Il capitolo II presenta il progetto L.E.M.MA. (Learning Environment Multimedia MicroActivities), un’esperienza di ricerca di tipo longitudinale promossa dall’Istituto per le Tecnologie Didattiche (ITD) del CNR di Palermo in collaborazione con la SMS I. Florio, finalizzata all’introduzione graduale delle TIC in un triennio sperimentale di scuola media e indirizzata ad un gruppo-classe svantaggiato dal punto di vista socio-culturale. Esso rappresenta il capitolo più corposo del libro, quello che ha spinto gli autori a scrivere questo contributo con l’esplicita intenzione di esaminare criticamente alcune strategie per la progettazione di unità didattiche all’interno delle quali integrare le tecnologie e di sperimentare in concreto i vincoli e le possibilità che la dimensione multimediale porta con se all’atto del suo inserimento nel curricolo.

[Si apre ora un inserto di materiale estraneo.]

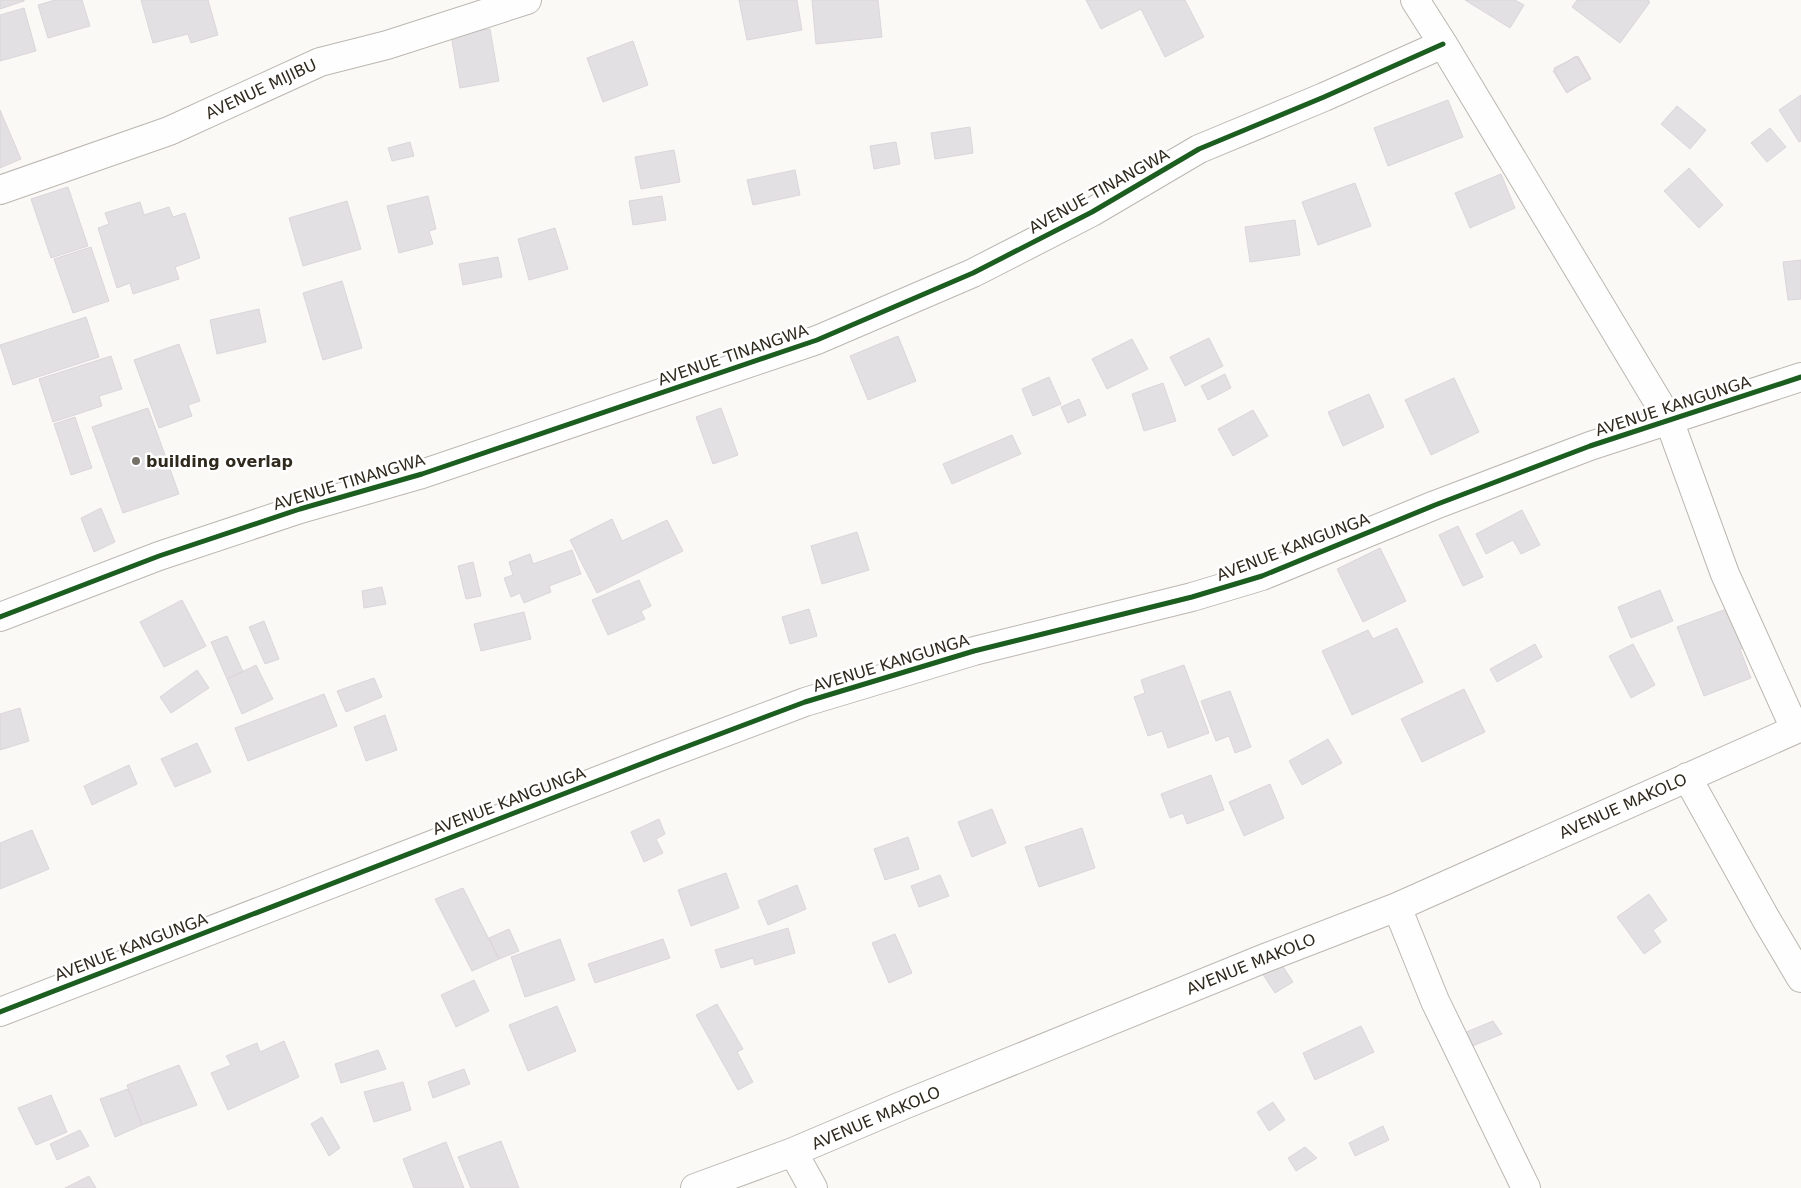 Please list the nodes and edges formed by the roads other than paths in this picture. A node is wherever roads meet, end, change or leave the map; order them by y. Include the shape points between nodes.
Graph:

Il capitolo III è volto ad approfondire la tematica della progettazione didattica, con particolare enfasi su alcune delle tappe che, seppure note in quanto facenti parte di consolidate procedure, vengono arricchite da riflessioni utili ad una efficace pianificazione di processi apprenditivi supportati dalle TIC. Tale capitolo rappresenta un approfondimento di quello precedente, in esso l’attenzione è posta su alcuni steps della metodologia del progetto L.E.M.MA. col fine ultimo di generalizzare alcuni concetti chiave a contesti diversi da quello in cui hanno avuto origine.

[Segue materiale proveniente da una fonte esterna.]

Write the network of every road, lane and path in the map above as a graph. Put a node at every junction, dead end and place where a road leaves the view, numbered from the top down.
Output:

Il capitolo IV ambisce a guidare l’insegnante nella delicata attività della progettazione di multimedia finalizzati alla valutazione dei prerequisiti logicocognitivi dei propri allievi. Ciò spinti dalla considerazione che quanto più un docente riesce a rendersi autonomo nella costruzione di semplici ambienti software tanto meno necessiterà di attingere ad un mercato che non sempre è in grado di soddisfare i bisogni educativi di specifici contesti classe. Ma non solo, proporre eserciziari multimediali, realizzati in casa, potrebbe consentire al docente di “sdrammatizzare” alcuni importanti momenti di verifica garantendogli, al contempo, di avere feedback puntuali sul livello dei propri allievi,
utili per tarare in itinere l’intervento didattico.

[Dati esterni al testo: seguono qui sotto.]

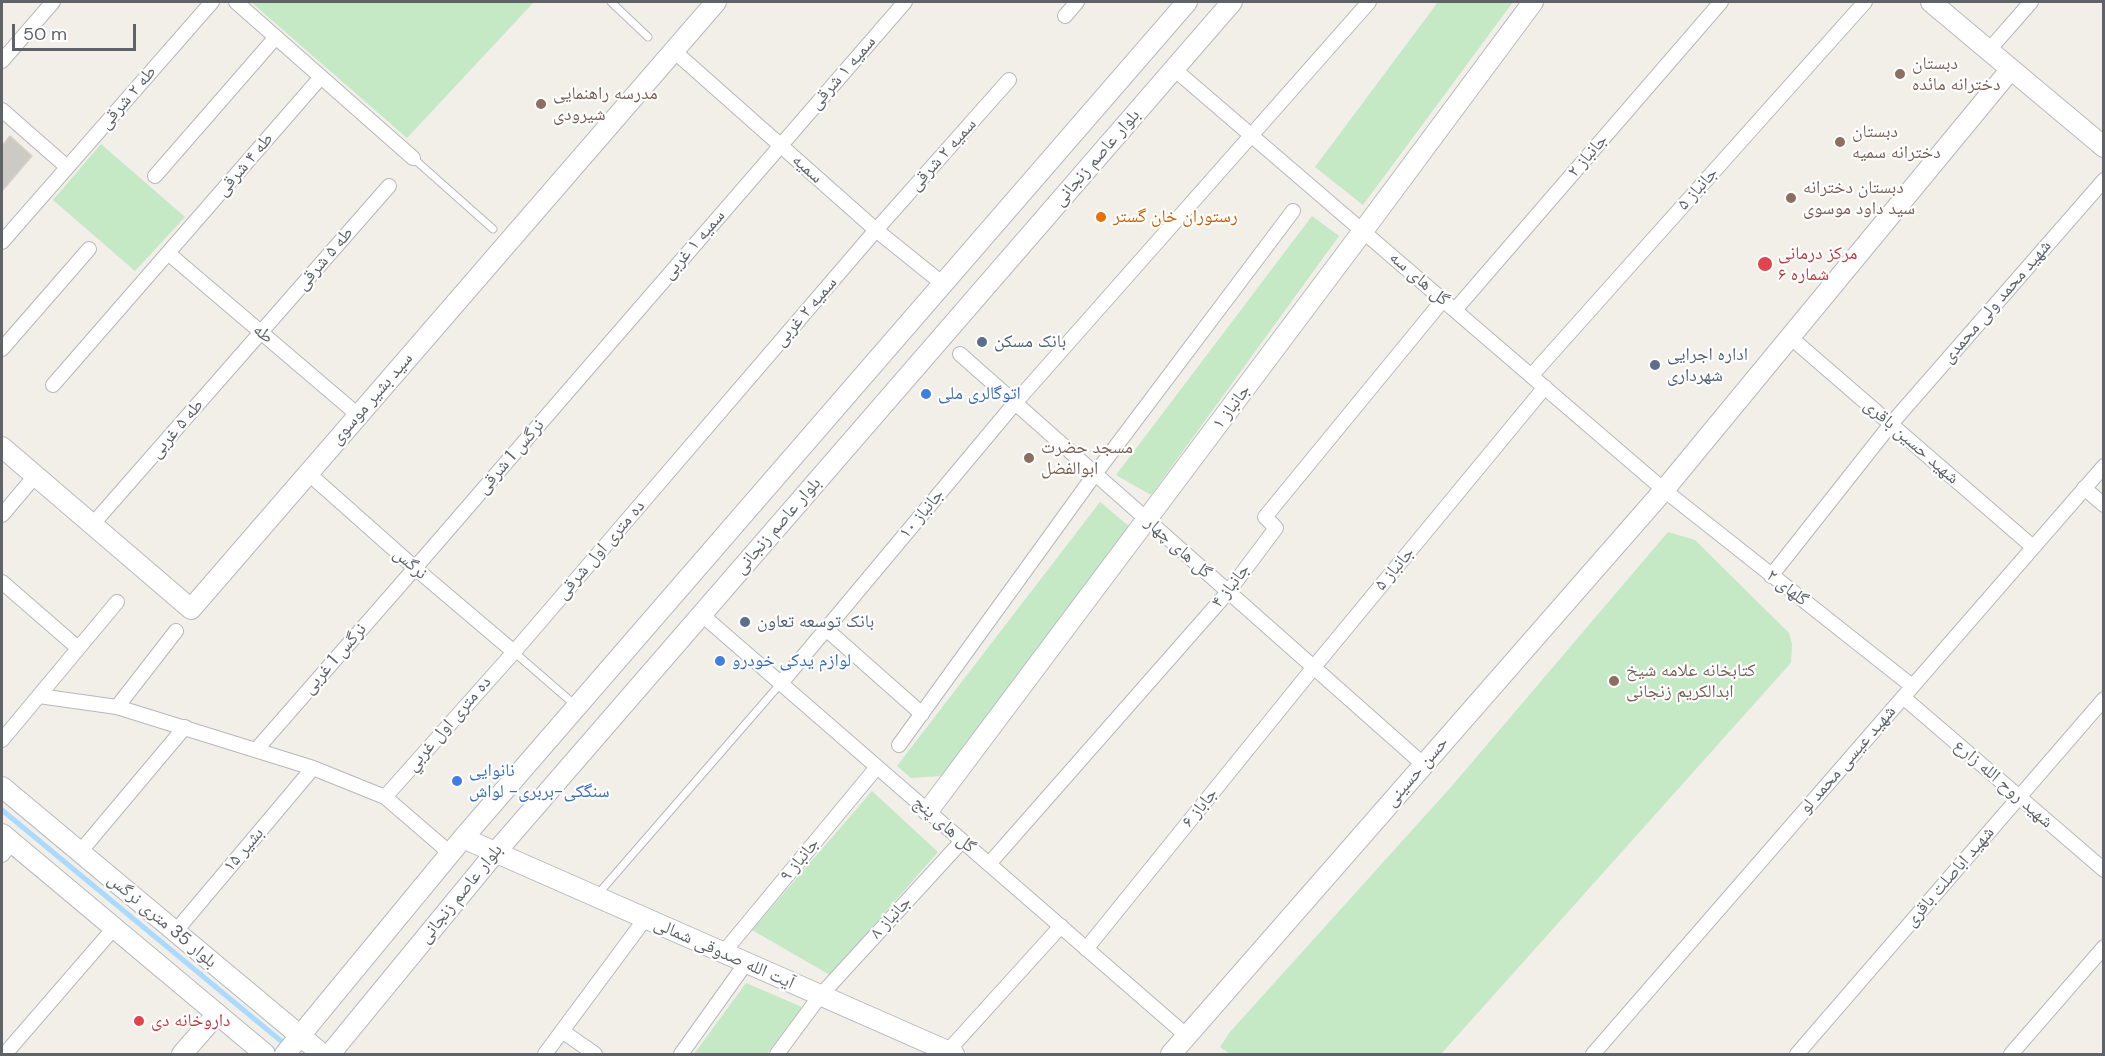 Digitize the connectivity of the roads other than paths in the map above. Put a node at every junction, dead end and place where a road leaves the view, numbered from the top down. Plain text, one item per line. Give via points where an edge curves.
1 (53, 2) edge
2 (212, 2) edge
3 (236, 2) edge
4 (611, 2) edge
5 (716, 2) edge
6 (905, 2) edge
7 (1077, 2) edge
8 (1187, 2) edge
9 (1232, 2) edge
10 (1369, 2) edge
11 (1533, 2) edge
12 (1721, 2) edge
13 (1865, 2) edge
14 (1931, 2) edge
15 (2031, 2) edge
16 (1065, 16) dead end
17 (276, 37) junction
18 (648, 37) dead end
19 (1989, 50) junction
20 (674, 51) junction
21 (2, 61) edge
22 (1174, 69) junction
23 (2011, 69) junction
24 (321, 77) junction
25 (1010, 80) dead end
26 (2, 110) edge
27 (1251, 134) junction
28 (780, 145) junction
29 (2103, 147) edge
30 (413, 158) joint
31 (68, 167) junction
32 (155, 176) dead end
33 (2103, 180) edge
34 (389, 186) dead end
35 (1293, 211) dead end
36 (493, 229) dead end
37 (876, 230) junction
38 (1364, 231) junction
39 (2, 242) edge
40 (89, 249) dead end
41 (168, 253) junction
42 (943, 284) junction
43 (1443, 300) junction
44 (1455, 310) junction
45 (261, 333) junction
46 (1790, 337) junction
47 (608, 345) joint
48 (2, 349) edge
49 (960, 354) dead end
50 (1531, 376) junction
51 (53, 385) dead end
52 (1545, 387) junction
53 (1015, 403) junction
54 (358, 415) junction
55 (1891, 424) junction
56 (2, 447) edge
57 (688, 448) joint
58 (2103, 466) edge
59 (308, 473) junction
60 (1095, 474) junction
61 (35, 476) junction
62 (2084, 488) junction
63 (1664, 490) junction
64 (2103, 505) edge
65 (2, 515) edge
66 (1147, 520) junction
67 (92, 525) junction
68 (2033, 547) junction
69 (415, 568) junction
70 (1771, 576) junction
71 (2, 582) edge
72 (1228, 592) junction
73 (117, 602) dead end
74 (702, 614) junction
75 (826, 628) junction
76 (176, 631) dead end
77 (78, 648) junction
78 (514, 652) junction
79 (1314, 667) junction
80 (781, 683) junction
81 (1907, 692) junction
82 (39, 696) junction
83 (2103, 699) edge
84 (117, 707) junction
85 (577, 707) junction
86 (922, 714) junction
87 (185, 727) junction
88 (2, 740) edge
89 (899, 746) dead end
90 (256, 750) junction
91 (1424, 765) junction
92 (877, 767) junction
93 (313, 768) junction
94 (2, 787) edge
95 (385, 797) junction
96 (2019, 797) junction
97 (928, 811) junction
98 (463, 838) junction
99 (962, 841) junction
100 (5, 844) edge
101 (80, 852) junction
102 (450, 853) junction
103 (495, 853) junction
104 (990, 864) junction
105 (2103, 870) edge
106 (595, 897) junction
107 (645, 919) junction
108 (1061, 926) junction
109 (114, 928) junction
110 (175, 932) junction
111 (2103, 946) edge
112 (1086, 948) junction
113 (723, 953) junction
114 (746, 963) junction
115 (820, 996) junction
116 (217, 1014) junction
117 (562, 1031) junction
118 (301, 1035) junction
119 (1187, 1036) junction
120 (950, 1053) edge
121 (5, 1054) edge
122 (182, 1054) edge
123 (265, 1054) edge
124 (285, 1054) edge
125 (322, 1054) edge
126 (330, 1054) edge
127 (545, 1054) edge
128 (595, 1054) edge
129 (681, 1054) edge
130 (777, 1054) edge
131 (1171, 1054) edge
132 (1593, 1054) edge
133 (1797, 1054) edge
134 (2011, 1054) edge

1 - 21 street
2 - 31 street, طه ۲ شرقی
3 - 17 street
4 - 18 lane
5 - 20 main road, سید بشیر موسوی
6 - 28 street, سمیه ۱ شرقی
7 - 16 street
8 - 42 main road, بلوار عاصم زنجانی
9 - 22 main road, بلوار عاصم زنجانی
10 - 27 street, جانباز ۱۰
11 - 38 main road, جانباز ۱
12 - 44 street, جانباز ۲
13 - 50 street, جانباز ۵
14 - 19 main road
15 - 19 street
17 - 24 street
17 - 32 street
19 - 23 main road
20 - 28 street, سمیه
20 - 54 main road, سید بشیر موسوی
22 - 27 street, گل های سه
22 - 74 main road, بلوار عاصم زنجانی
23 - 29 main road
23 - 46 main road, حسن حسینی
24 - 30 street
24 - 41 street, طه ۴ شرقی
25 - 37 street, سمیه ۲ شرقی
26 - 31 street
27 - 38 street, گل های سه
27 - 53 street, جانباز ۱۰
28 - 37 street, سمیه
28 - 47 street, سمیه ۱ غربی
30 - 36 lane
31 - 39 street, طه ۲ شرقی
33 - 55 street, شهید محمد ولی محمدی
34 - 45 street, طه ۵ شرقی
35 - 60 street
37 - 42 street, سمیه
37 - 57 street, سمیه ۲ غربی
38 - 43 street, گل های سه
38 - 66 main road, جانباز ۱
40 - 48 street
41 - 45 street, طه
41 - 51 street, طه ۴ شرقی
42 - 85 main road, بلوار عاصم زنجانی
43 - 44 street, گل های سه
43 - 72 street, جانباز ۴ via 1265,517 1276,528
44 - 50 street, گل های سه
45 - 54 street, طه
45 - 67 street, طه ۵ غربی
46 - 55 street, شهید حسین باقری
46 - 63 main road, حسن حسینی
47 - 69 street, نرگس 1 شرقی
49 - 53 street, گل های چهار
50 - 52 street, گل های سه
52 - 63 street, گل های سه
52 - 79 street, جانباز ۵
53 - 60 street, گل های چهار
53 - 75 street, جانباز ۱۰
54 - 59 main road, سید بشیر موسوی
55 - 68 street, شهید حسین باقری
55 - 70 street, شهید محمد ولی محمدی
56 - 61 main road, سید بشیر موسوی
57 - 78 street, ده متری اول شرقی
58 - 62 street, شهید عیسی محمد لو
59 - 67 main road, سید بشیر موسوی via 190,609
59 - 69 street, نرگس
60 - 66 street, گل های چهار
60 - 86 street
61 - 65 street
61 - 67 main road, سید بشیر موسوی
62 - 64 street
62 - 68 street, شهید عیسی محمد لو
63 - 70 street, گلهای ۲
63 - 91 main road, حسن حسینی
66 - 72 street, گل های چهار
66 - 97 main road, جانباز ۱
68 - 81 street, شهید عیسی محمد لو
69 - 78 street, نرگس
69 - 90 street, نرگس 1 غربی
70 - 81 street, گلهای ۲
71 - 77 street
72 - 79 street, گل های چهار
72 - 104 street, جانباز ۴
73 - 77 street
74 - 80 street, گل های پنج
74 - 103 main road, بلوار عاصم زنجانی
75 - 80 street, جانباز ۱۰
75 - 86 street
76 - 84 street
77 - 82 street
78 - 85 lane
78 - 95 street, ده متری اول غربي
79 - 91 street, گل های چهار
79 - 112 street, جاباز ۶
80 - 92 street, گل های پنج
80 - 106 lane, جانباز ۱۰
81 - 96 street, شهید روح الله زارع
81 - 132 street, شهید عیسی محمد لو
82 - 84 street
82 - 88 street
83 - 96 street, شهید اباصلت باقری
84 - 87 street
85 - 98 main road, بلوار عاصم زنجانی
86 - 89 street
87 - 90 street
87 - 101 street
90 - 93 street
91 - 119 main road, حسن حسینی
92 - 97 street, گل های پنج
92 - 113 street, جانباز ۹
93 - 95 street
93 - 110 street, بشیر ۱۵
94 - 101 main road, بلوار 35 متری نرگس
95 - 102 street
96 - 105 street, شهید روح الله زارع
96 - 133 street, شهید اباصلت باقری
97 - 99 street, گل های پنج
98 - 102 main road, بلوار عاصم زنجانی
98 - 103 main road, آیت الله صدوقی شمالی
99 - 104 street, گل های پنج
99 - 115 street, جانباز ۸
100 - 109 main road, بلوار 35 متری نرگس
101 - 110 main road, بلوار 35 متری نرگس
102 - 118 main road, بلوار عاصم زنجانی
103 - 106 main road, آیت الله صدوقی شمالی
103 - 126 main road, بلوار عاصم زنجانی
104 - 108 street, گل های پنج
106 - 107 main road, آیت الله صدوقی شمالی
107 - 113 main road, آیت الله صدوقی شمالی
107 - 117 street
108 - 112 street, گل های پنج
108 - 120 street
109 - 116 main road, بلوار 35 متری نرگس
109 - 121 street
110 - 118 main road, بلوار 35 متری نرگس
111 - 134 street
112 - 119 street, گل های پنج
113 - 114 main road, آیت الله صدوقی شمالی
114 - 115 main road, آیت الله صدوقی شمالی
114 - 129 street
115 - 120 main road, آیت الله صدوقی شمالی
115 - 130 street, جانباز ۸
116 - 122 main road
116 - 123 main road, بلوار 35 متری نرگس
117 - 127 street
117 - 128 street
118 - 124 main road, بلوار عاصم زنجانی
118 - 125 main road, بلوار 35 متری نرگس
119 - 131 main road, حسن حسینی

Nel capitolo V l’intento è quello di illustrare come una «buona» valutazione del software educativo richieda l’adozione di specifici criteri o linee guida, che gli stessi autori presentano in un corpus unitario avente la forma di una checklist; si tratta di uno strumento completo e pertanto impegnativo di cui gli insegnanti possono servirsi sia per valutare la qualità dei prodotti multimediali in commercio sia per determinare la qualità di prodotti realizzati in classe.
Il capitolo VI, l’ultimo del libro, è dedicato alla presentazione di un modello per la formazione di insegnanti e, in generale, di formatori sul tema della multimedialità e telematica. L’enfasi è posta sulla importanza che la formazione riveste nel migliorare l’atteggiamento e l’autonomia nell’approccio alla
tecnologia. Il libro, come si evince da questa breve panoramica sui capitoli che lo costituiscono, è indirizzato principalmente agli insegnanti, ma potrebbe rivelarsi uno strumento valido per tutti coloro che si accostano allo studio delle Tecnologie per l’Istruzione e per l’Apprendimento. Esso, pertanto, si rivolge agli studenti universitari delle facoltà di Scienze della Formazione e della Comunicazione, agli studenti dei master in Psicologia Scolastica, così come a tutti coloro che frequentano i corsi post lauream di specializzazione per l’insegnamento secondario.
Infine, esso è stato per gli autori volano di nuovi progetti di ricerca, ad oggi in corso presso l’ITD di Palermo, che consentono di rendere la riflessione sulle TIC e il loro ruolo sull’acquisizione della conoscenza un processo in continua evoluzione.